3) Perform another nested iteration, identical pattern as before.
    a) Identify the largest length substring (c - r + 1) that is a palindrome 
        (DP[r][c] is True)
4) Return the substring slice of the largest substring found in the second nested traversal.

⚠️ Common Mistakes

  • What are some common pitfalls students might have when implementing this solution?

It is easy to get confused between the terms substring and subsequence.
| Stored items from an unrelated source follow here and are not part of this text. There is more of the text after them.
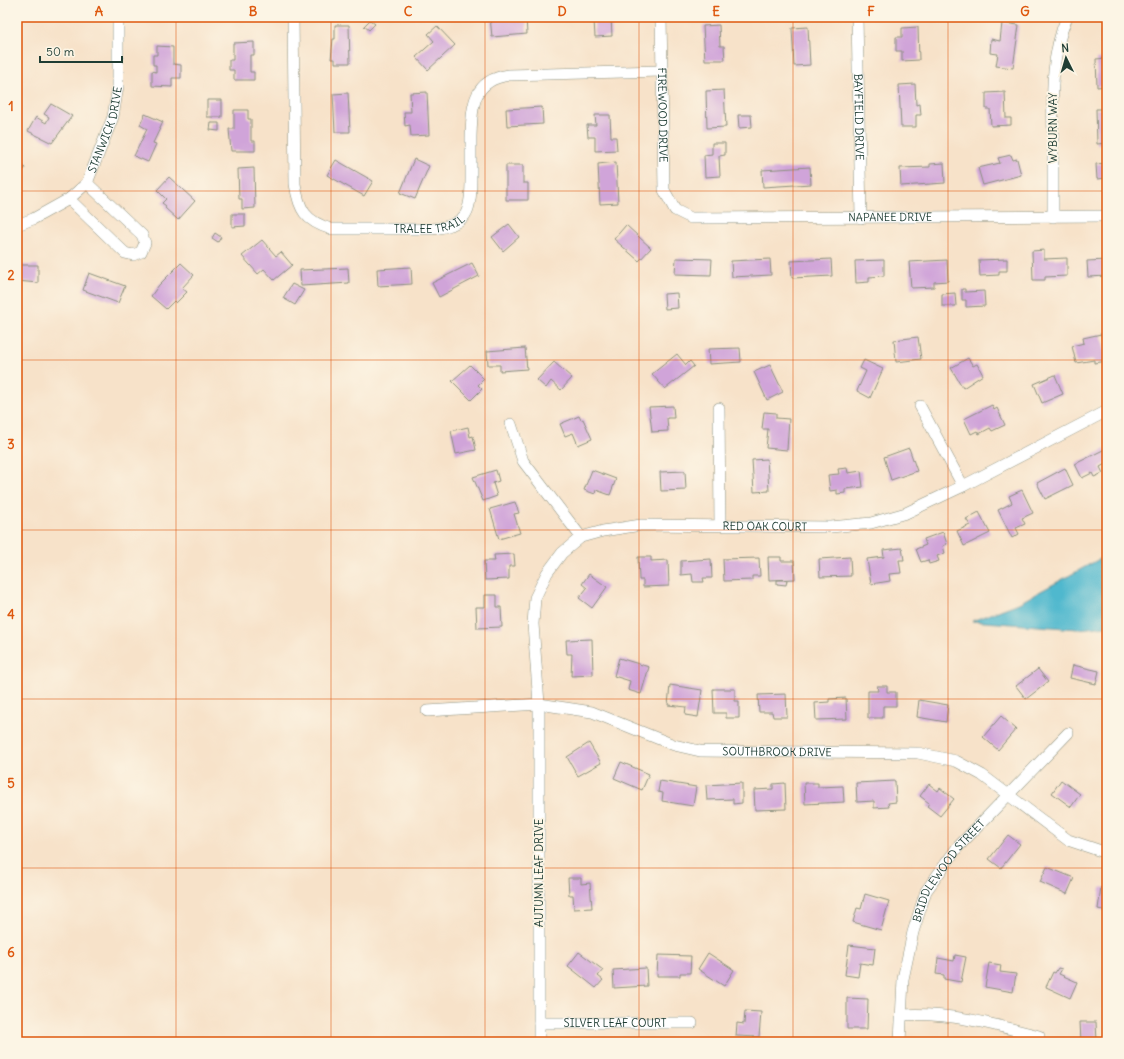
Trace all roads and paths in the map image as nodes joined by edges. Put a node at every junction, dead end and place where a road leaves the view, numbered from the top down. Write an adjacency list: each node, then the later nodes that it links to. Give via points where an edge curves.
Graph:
1 (118, 17): 7 (street, STANWICK DRIVE, via 118,86 113,117)
2 (293, 17): 6 (street, TRALEE TRAIL, via 297,200 305,216 317,225 331,229 432,229 447,227 464,215 471,189 473,103 481,88 494,79 509,75)
3 (661, 17): 6 (street, FIREWOOD DRIVE)
4 (857, 17): 12 (street, BAYFIELD DRIVE)
5 (1068, 17): 11 (street, WYBURN WAY, via 1061,32 1054,68)
6 (661, 71): 9 (street, FIREWOOD DRIVE, via 664,190)
7 (87, 183): 8 (street, STANWICK DRIVE); 8 (street, via 142,235 145,243 141,252 133,255 125,253)
8 (69, 200): 13 (street, STANWICK DRIVE)
9 (675, 210): 12 (street, NAPANEE DRIVE, via 691,218)
10 (1107, 216): 11 (street, NAPANEE DRIVE)
11 (1053, 217): 12 (street, NAPANEE DRIVE)
12 (861, 218)
13 (17, 225)
14 (920, 406): 18 (street)
15 (719, 408): 19 (street)
16 (1107, 411): 18 (street, RED OAK COURT)
17 (511, 424): 20 (street, via 523,461)
18 (963, 486): 19 (street, RED OAK COURT, via 906,514 871,523 831,527)
19 (720, 525): 20 (street, RED OAK COURT, via 641,525)
20 (581, 537): 21 (street, RED OAK COURT, via 562,553 547,573 535,598 533,624)
21 (539, 704): 22 (street, SOUTHBROOK DRIVE); 24 (street, SOUTHBROOK DRIVE, via 592,712 674,746 700,751 918,753 956,760); 27 (street, AUTUMN LEAF DRIVE)
22 (427, 711)
23 (1068, 733): 24 (street, BRIDDLEWOOD STREET)
24 (1008, 794): 25 (street, SOUTHBROOK DRIVE, via 1068,840); 26 (street, BRIDDLEWOOD STREET, via 957,848 926,892 913,932 903,979)
25 (1107, 853)
26 (901, 1015): 29 (street, via 921,1014 972,1019); 31 (street, BRIDDLEWOOD STREET)
27 (539, 1023): 28 (street, SILVER LEAF COURT); 30 (street, AUTUMN LEAF DRIVE)
28 (692, 1023)
29 (1039, 1036)
30 (539, 1042)
31 (900, 1042)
Be sure to Verify that you understand the definition of this problem.

4: I-mplement

Implement the code to solve the algorithm.

class Solution:
    def longestPalindrome(self, s: str) -> str:
        # P(i,j) means if the substring s_i, .... , s_j is a palindrome
        if len(s) <= 1:
            return s
        
        # Initialize a memoization P 
        P = [[None for _ in range(len(s))] for _ in range(len(s))]
        
        # Populate known values
        # One letter palindrome p(i,i)
        for i in range(len(s)):
            P[i][i] = True
        
        # Bottom up
        # P(i,j) = P(i+1,j-1) && s[i] == s[j]
        for j in range(1, len(s)):
            for i in range(0,j):
                if P[i][j] is None:
                    
                    # find cond = P(i+1,j-1)
                    in_i = i+1
                    in_j = j-1
                    cond = False
                    if in_i >= in_j:
                        # represent one character in the middle substring xAy
                        # or empty string xy
                        cond = True # basically ignore the condition
                    else:
                        cond = P[in_i][in_j]
                    
                    P[i][j] = cond and s[i] == s[j]
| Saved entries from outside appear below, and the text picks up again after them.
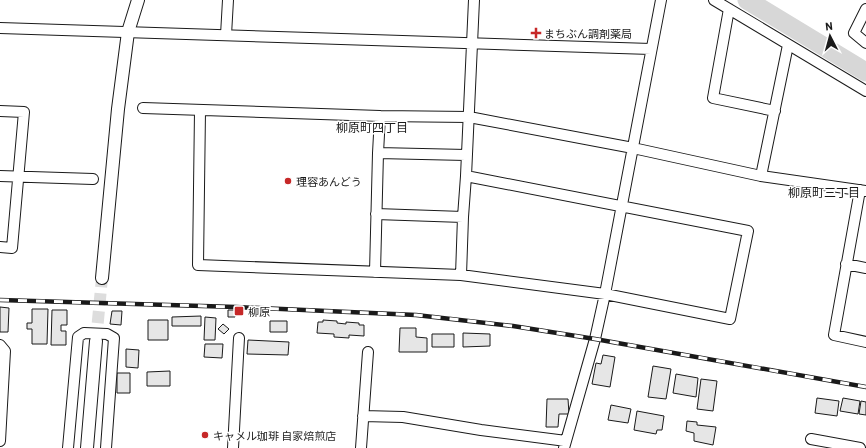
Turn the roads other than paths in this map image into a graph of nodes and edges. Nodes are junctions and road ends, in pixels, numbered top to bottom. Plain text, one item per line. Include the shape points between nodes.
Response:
1 (138, 0) edge
2 (228, 0) edge
3 (474, 0) edge
4 (661, 0) edge
5 (714, 0) edge
6 (729, 9) junction
7 (866, 9) edge
8 (0, 28) edge
9 (128, 32) junction
10 (226, 35) junction
11 (866, 42) edge
12 (472, 44) junction
13 (788, 45) junction
14 (651, 49) junction
15 (866, 91) edge
16 (143, 108) dead end
17 (0, 111) edge
18 (200, 111) junction
19 (775, 111) junction
20 (380, 116) junction
21 (469, 117) junction
22 (633, 148) junction
23 (378, 153) junction
24 (466, 154) junction
25 (0, 176) edge
26 (19, 176) junction
27 (466, 176) junction
28 (761, 176) junction
29 (93, 179) dead end
30 (863, 191) edge
31 (622, 207) junction
32 (376, 214) junction
33 (463, 217) junction
34 (0, 247) edge
35 (846, 264) junction
36 (866, 268) edge
37 (375, 272) junction
38 (461, 275) junction
39 (102, 278) tunnel mouth
40 (605, 294) junction
41 (239, 338) dead end
42 (96, 341) tunnel mouth
43 (866, 342) edge
44 (0, 345) edge
45 (368, 352) dead end
46 (363, 416) junction
47 (811, 439) dead end
48 (0, 441) edge
49 (565, 444) edge
50 (68, 448) edge
51 (87, 448) edge
52 (106, 448) edge
53 (233, 448) edge
54 (361, 448) edge
55 (860, 448) edge

1 - 9 street
2 - 10 street
3 - 12 street
4 - 14 street
5 - 6 street
6 - 13 street
6 - 19 street via 712,98
7 - 11 street via 854,33
8 - 9 street
9 - 10 street
9 - 39 street
10 - 12 street
12 - 14 street
12 - 21 street
13 - 15 street
13 - 19 street
14 - 22 street
16 - 18 street
17 - 26 street via 24,112
18 - 20 street
18 - 37 street via 198,265
19 - 28 street
20 - 21 street
20 - 23 street
21 - 22 street
21 - 24 street
22 - 28 street
22 - 31 street
23 - 24 street
23 - 32 street
24 - 27 street
25 - 26 street
26 - 29 street
26 - 34 street via 12,248
27 - 31 street
27 - 33 street
28 - 30 street
30 - 35 street
31 - 40 street
31 - 40 street via 748,231 730,318
32 - 33 street
32 - 37 street
33 - 38 street
35 - 36 street
35 - 43 street via 834,335
37 - 38 street
38 - 40 street
40 - 49 street
41 - 53 street
42 - 51 street
44 - 48 street via 6,351
45 - 46 street
46 - 49 street via 402,417
46 - 54 street
47 - 55 street
50 - 52 street via 78,338 84,333 107,334 114,338

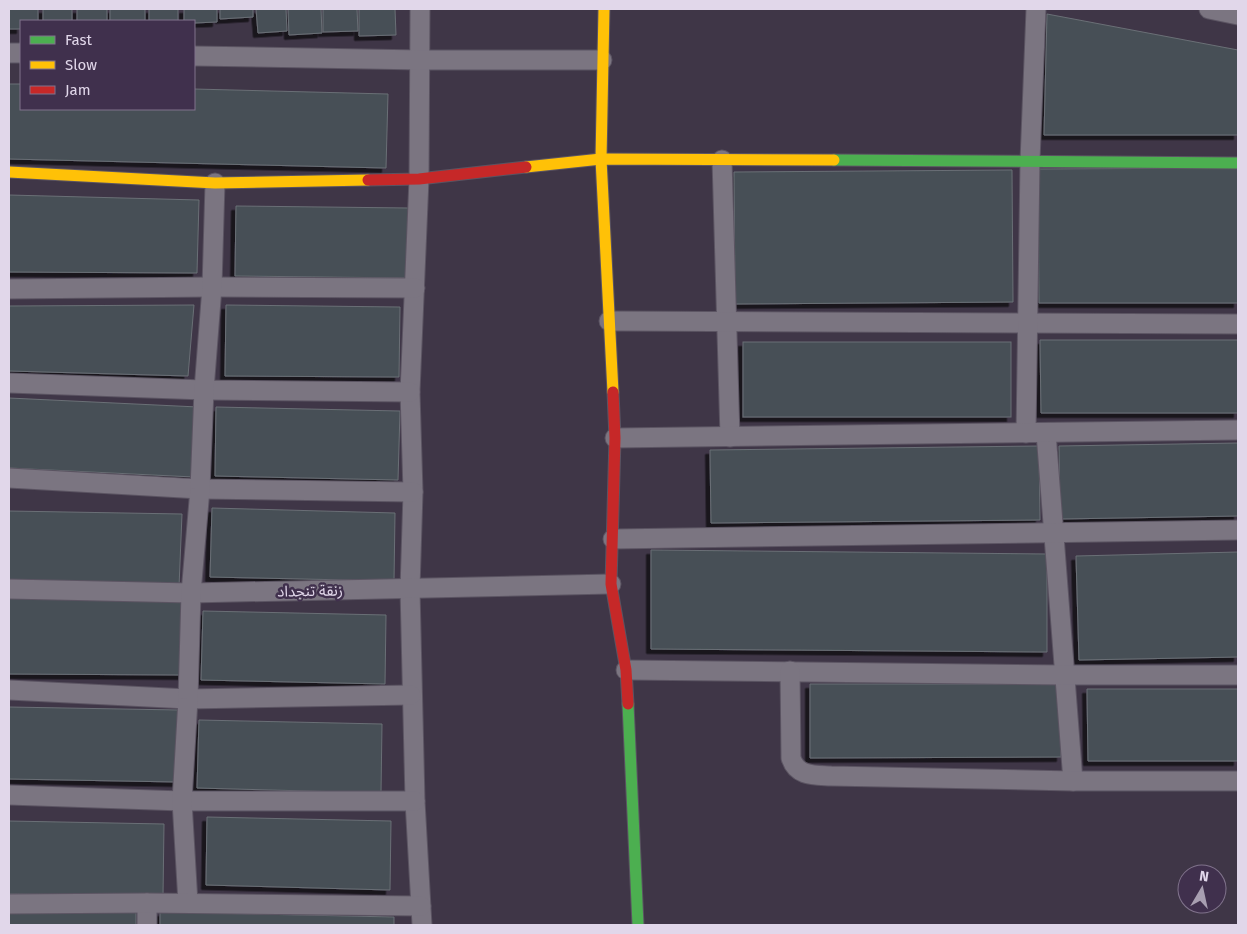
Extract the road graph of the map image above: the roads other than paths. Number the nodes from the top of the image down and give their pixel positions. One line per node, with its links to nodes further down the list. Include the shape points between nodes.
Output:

        # get result of longest palindrome will have max distance (i, j)
        max_dist = -1 # 0 will mean one character (i, i)
        max_ij = None
        for i in range(0,len(s)):
            for j in reversed(range(0,len(s))):
                if P[i][j] and (j-i) > max_dist:
                    max_dist = j-i
                    max_ij = (i, j)
        if max_ij: 
            return s[max_ij[0]:max_ij[1]+1]
        else:
            return None
public String longestPalindrome(String s) {
        int length = s.length();
        if (length < 2) {
            return s;
        }

        // table[i][j] == true <=> s.substring(i, j + 1) is a palindrome
        boolean[][] table = new boolean[length][length];

        // these variables will store the indices of the max palindrome
        int beginIndex = 0;
        int endIndex = 0;

        for (int left = length - 1; left >= 0 ; left--) {
            for (int right = left; right < length; right++) {
                if (s.charAt(left) == s.charAt(right) && (right - left < 3 || table[left + 1][right - 1])) {
                    table[left][right] = true;
                    if (right - left > endIndex - beginIndex - 1) {
                        beginIndex = left;
                        endIndex = right + 1;
                    }
                }
            }
        }

        return s.substring(beginIndex, endIndex);
    }

5: R-eview

Review the code by running specific example(s) and recording values (watchlist) of your code's variables along the way.

  • Trace through your code with an input to check for the expected output
  • Catch possible edge cases and off-by-one errors

6: E-valuate

Evaluate the performance of your algorithm and state any strong/weak or future potential work.

  • Time Complexity: O(n^2), The idea is to start from the center of the palindrom and move the center. For each center position, search for the palindrome take O(n) so the total complexity is n^2
  • Space Complexity: O(n^2) space to store the table.